How To Track Market Actors Like Ants?
What if we could observe markets like ant nests at school? And who today designs tomorrow's markets in the same way that Paris does clothing or Munich cars?
There’s a real fascination in following the internal dynamics of model ecosystems, as with the EcoSphere which a friend sent us over 30 years ago from America. I don’t think the Air Mail trip in the dark interior of pretty substantial packaging did it much good, with the resident shrimp conspicuously absent by the time it arrived in London.
But such models can help us understand complex systems—and I’m now trying to track down models that would enable me/us to observe certain types of markets as they operate and evolve in real time. Markets, that is, with high negative or positive social and environmental impacts.
So, does anyone here know of people studying market dynamics in the same way that scientists might track ants via their pheromone trails—or monitor the passage of therapeutic compounds through the human body as they target particular sites?
Obvious possibilities would include efforts to track carbon through specific markets—or, again, the processes by which “forever chemicals” and other toxic compounds course through our economies and then out into the natural environment.

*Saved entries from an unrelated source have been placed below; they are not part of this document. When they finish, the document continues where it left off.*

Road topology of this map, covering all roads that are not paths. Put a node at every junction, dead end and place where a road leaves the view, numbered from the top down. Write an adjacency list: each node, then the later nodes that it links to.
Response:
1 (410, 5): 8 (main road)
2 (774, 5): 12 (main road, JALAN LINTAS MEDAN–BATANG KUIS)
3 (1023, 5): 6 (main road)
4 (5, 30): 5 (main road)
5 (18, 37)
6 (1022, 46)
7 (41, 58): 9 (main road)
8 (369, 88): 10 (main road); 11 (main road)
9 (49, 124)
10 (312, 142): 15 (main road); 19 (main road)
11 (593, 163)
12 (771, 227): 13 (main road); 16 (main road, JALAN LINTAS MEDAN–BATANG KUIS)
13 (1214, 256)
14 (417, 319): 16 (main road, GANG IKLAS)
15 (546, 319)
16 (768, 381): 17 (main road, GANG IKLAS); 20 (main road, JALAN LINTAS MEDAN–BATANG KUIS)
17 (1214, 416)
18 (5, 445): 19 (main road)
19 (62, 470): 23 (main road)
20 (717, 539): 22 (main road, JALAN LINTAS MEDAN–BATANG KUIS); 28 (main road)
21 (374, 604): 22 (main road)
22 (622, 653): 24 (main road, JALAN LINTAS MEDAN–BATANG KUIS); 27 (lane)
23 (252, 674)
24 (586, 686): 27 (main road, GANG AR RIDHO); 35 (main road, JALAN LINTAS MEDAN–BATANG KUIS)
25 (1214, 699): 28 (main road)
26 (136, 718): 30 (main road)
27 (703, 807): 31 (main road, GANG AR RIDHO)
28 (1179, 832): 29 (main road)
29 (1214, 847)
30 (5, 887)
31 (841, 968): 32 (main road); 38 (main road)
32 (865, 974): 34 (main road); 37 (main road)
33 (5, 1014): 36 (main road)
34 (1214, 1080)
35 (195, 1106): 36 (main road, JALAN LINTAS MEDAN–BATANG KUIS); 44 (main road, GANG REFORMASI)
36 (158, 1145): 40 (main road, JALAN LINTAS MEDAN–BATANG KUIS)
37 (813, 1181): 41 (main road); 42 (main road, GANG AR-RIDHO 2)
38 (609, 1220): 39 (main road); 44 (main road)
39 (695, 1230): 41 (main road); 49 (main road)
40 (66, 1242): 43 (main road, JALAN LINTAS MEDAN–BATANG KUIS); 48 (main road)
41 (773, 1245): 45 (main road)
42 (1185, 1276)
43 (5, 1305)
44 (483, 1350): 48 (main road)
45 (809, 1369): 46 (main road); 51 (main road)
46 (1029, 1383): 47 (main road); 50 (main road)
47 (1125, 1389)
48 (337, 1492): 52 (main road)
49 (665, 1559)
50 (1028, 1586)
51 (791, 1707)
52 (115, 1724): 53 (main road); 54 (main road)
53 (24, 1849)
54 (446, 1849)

One example I came across recently on the carbon front involved PennState and NASA—and I already knew of Imperial College’s modelling of the economic impacts of efforts to rein in climate change.
Finance ministries, of course, have their zealously guarded models, though they are not easy for ordinary folk to tap into. In the UK, HM Treasury and people like the Office of Budget Responsibility husband (not always successfully) their macroeconomic models—but, once again, such operations are somewhat Druidic, with an aura of secrecy, mystery and even magic swirling around them.
Meanwhile, Ben Bernanke’s recent review suggests that many economic forecasting models are somewhat dodgy at the moment. Among his conclusions: “We find that, while the accuracy of the Bank’s economic forecasts has deteriorated significantly in the past few years, forecasting performance has worsened to a comparable degree in other central banks and among other UK forecasters.”
So who should I talk to about the origins, evolution and redesign of economies to tailor them for particular ends? And just as Paris excels in the design of fashionable clothing, or Munich in the design of (on-the-road-to-extinction) internal combustion engined vehicles, who now excels in the design of tomorrow’s markets?
Jed emmerson is good on things like this. I am ok at it. The folks at transform finance are good.